As each column of the fourier grid intersects every plane of the real-space grid, in principle each process has to transfer some data to every other process between the two local FFT steps. In practise this is not always the case e.g. if the number of processes is greater than the number of slices, some processes will receive (or send for the inverse FFT) no data. In general, each process may send and receive differing amounts of data to every other process, since the number of processes may not divide exactly into the number of planes or columns. To illustrate this, consider the CNT40 test case on 16 cores. Here the coarse grid is 30x30x30 elements, and so there are 30 planes of data, and 900 columns, of which 657 happen to contain non-zero Fourier coefficients.
Dividing these between the 16 cores we find that 14 processes have 2 planes, with the remainder having 1. 15 processes have 41 columns each, and the final one has 42. Taking into account all combinations of domain sizes, there will be four different message sizes used for the Alltoallv - 84 elements, 82 elements, 42 elements, and 41 elements. In this case each grid element is a double-precision complex number i.e. 16 bytes per element.

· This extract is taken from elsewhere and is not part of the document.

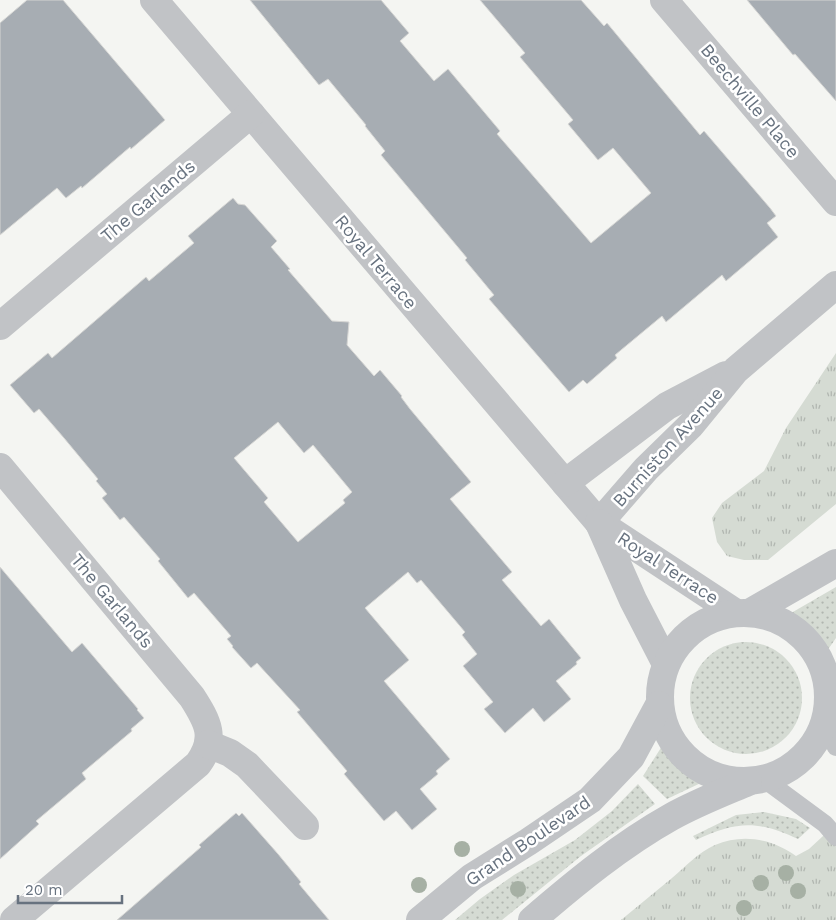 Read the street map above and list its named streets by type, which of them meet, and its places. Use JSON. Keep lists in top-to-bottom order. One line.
{"streets":{"street":["Beechville Place","The Garlands","Royal Terrace","Burniston Avenue","Grand Boulevard"]},"crossings":[["The Garlands","Royal Terrace"],["Royal Terrace","Burniston Avenue"],["Royal Terrace","Grand Boulevard"]],"scale_bar":"20 m"} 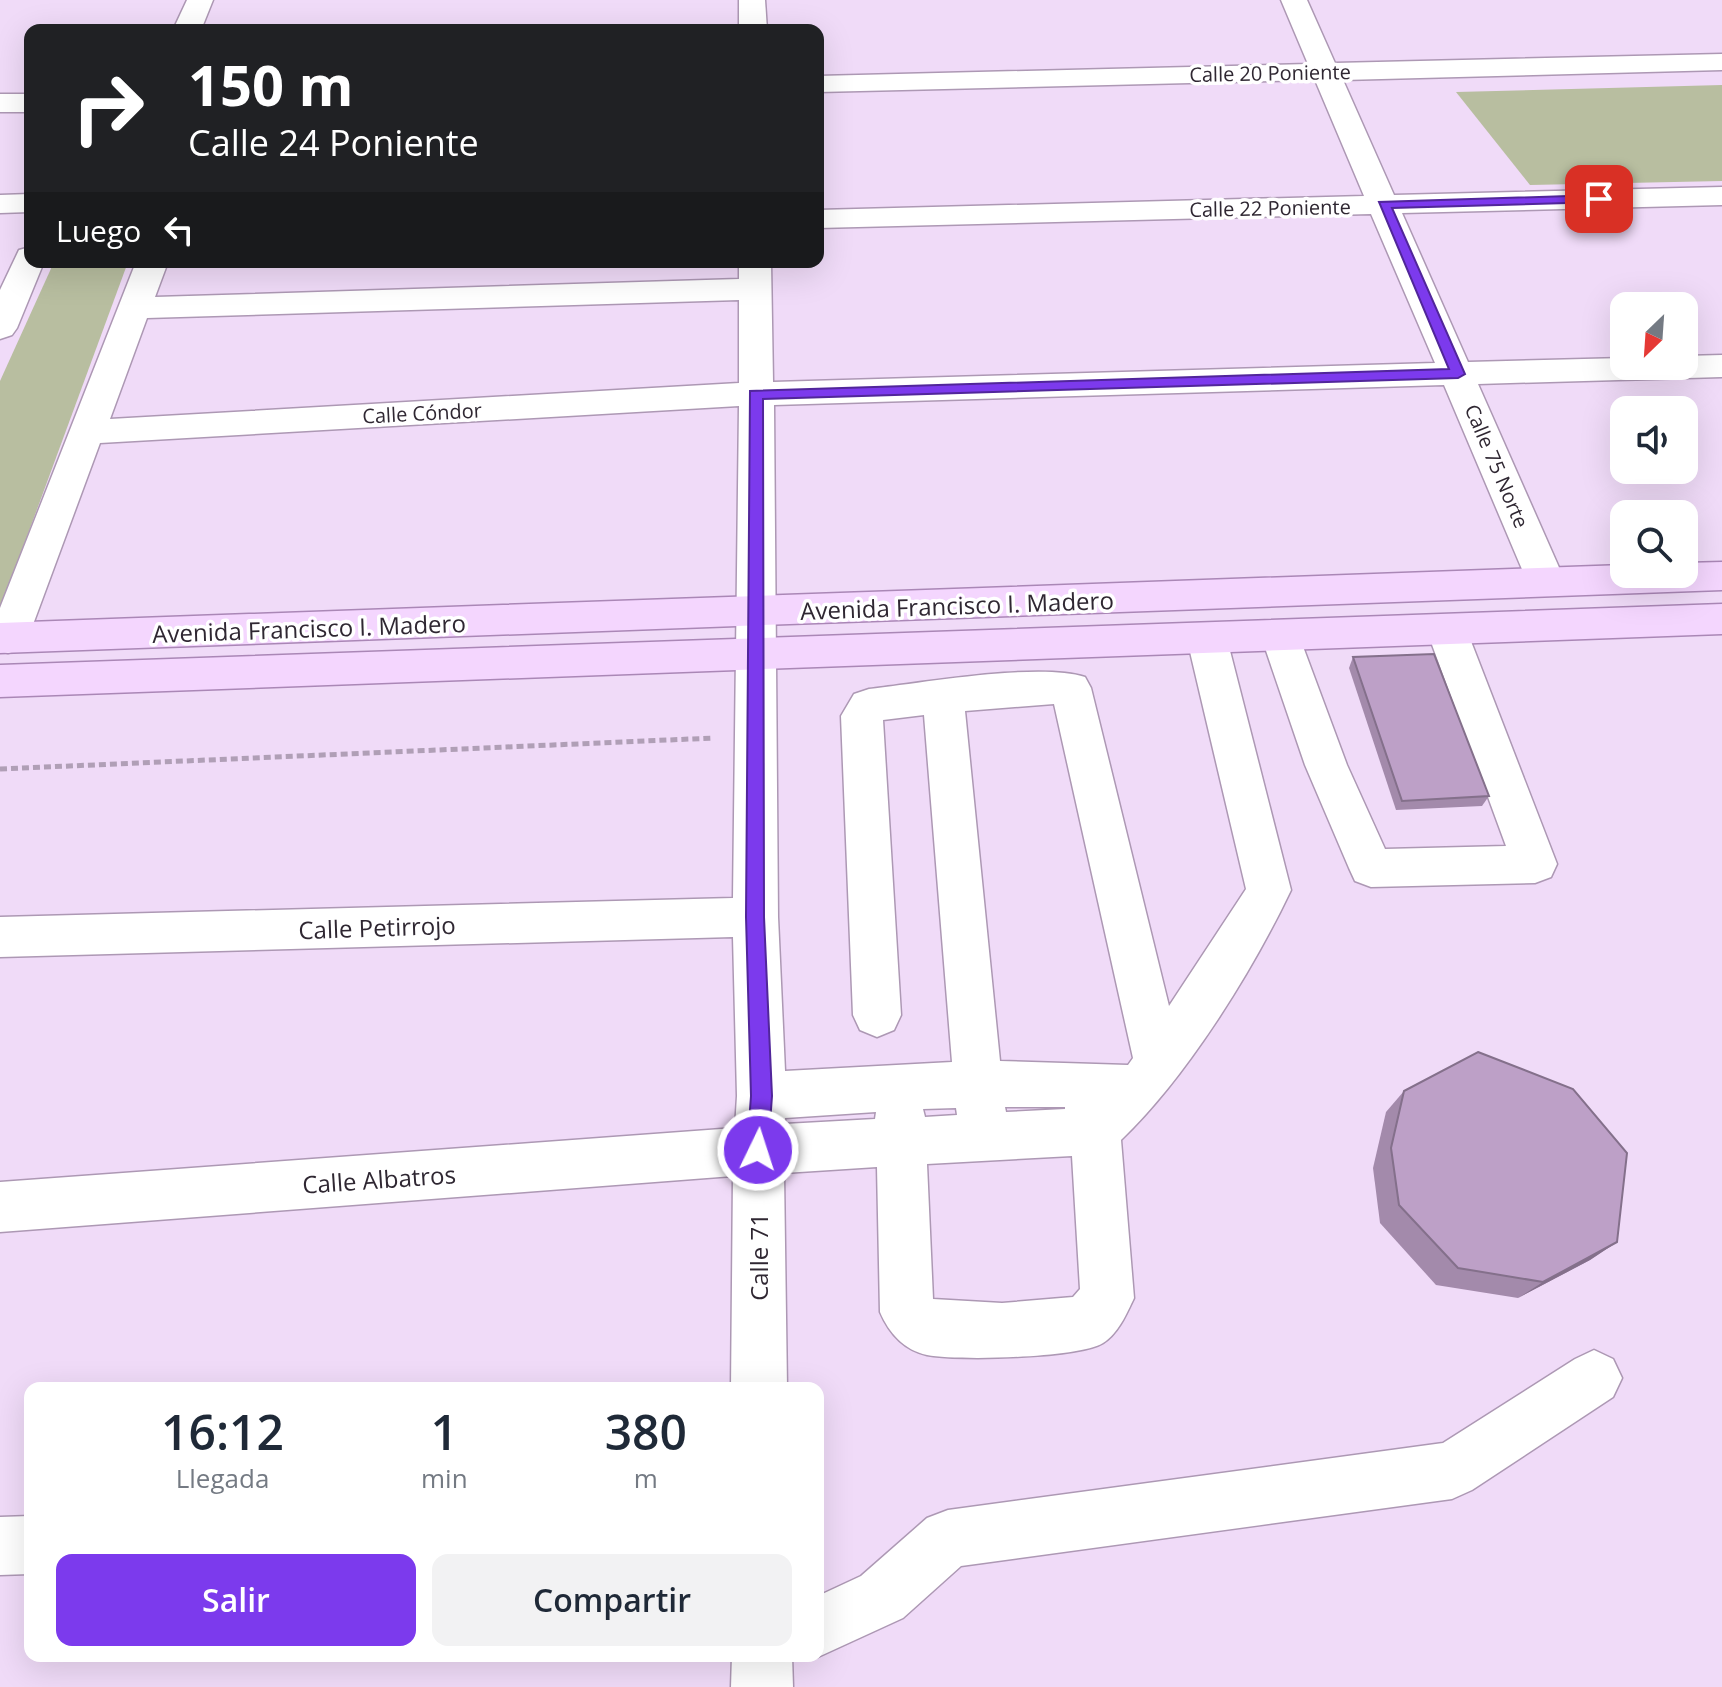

The transpose operation is implemented in the function fft_scatter, which includes packing the data from the grid itself into contiguous blocks for each destination process in a send buffer, the MPI_Alltoallv call itself, followed by a corresponding unpacking operation. In the existing code there were already two alternative implementations of this function - the MPI_Alltoallv version described above, and a similar version where the collective communication is replaced by a number of non-blocking point-to-point communication calls. The choice of which version to use is controlled by preprocessor macros which can be defined in the make.sys file which controls the compilation.
Following the same scheme (using macros to conditionally compile each specific function) several alternative methods for performing the transpose were implemented and these are detailed below. Performance results are reported together in section 5 for clarity.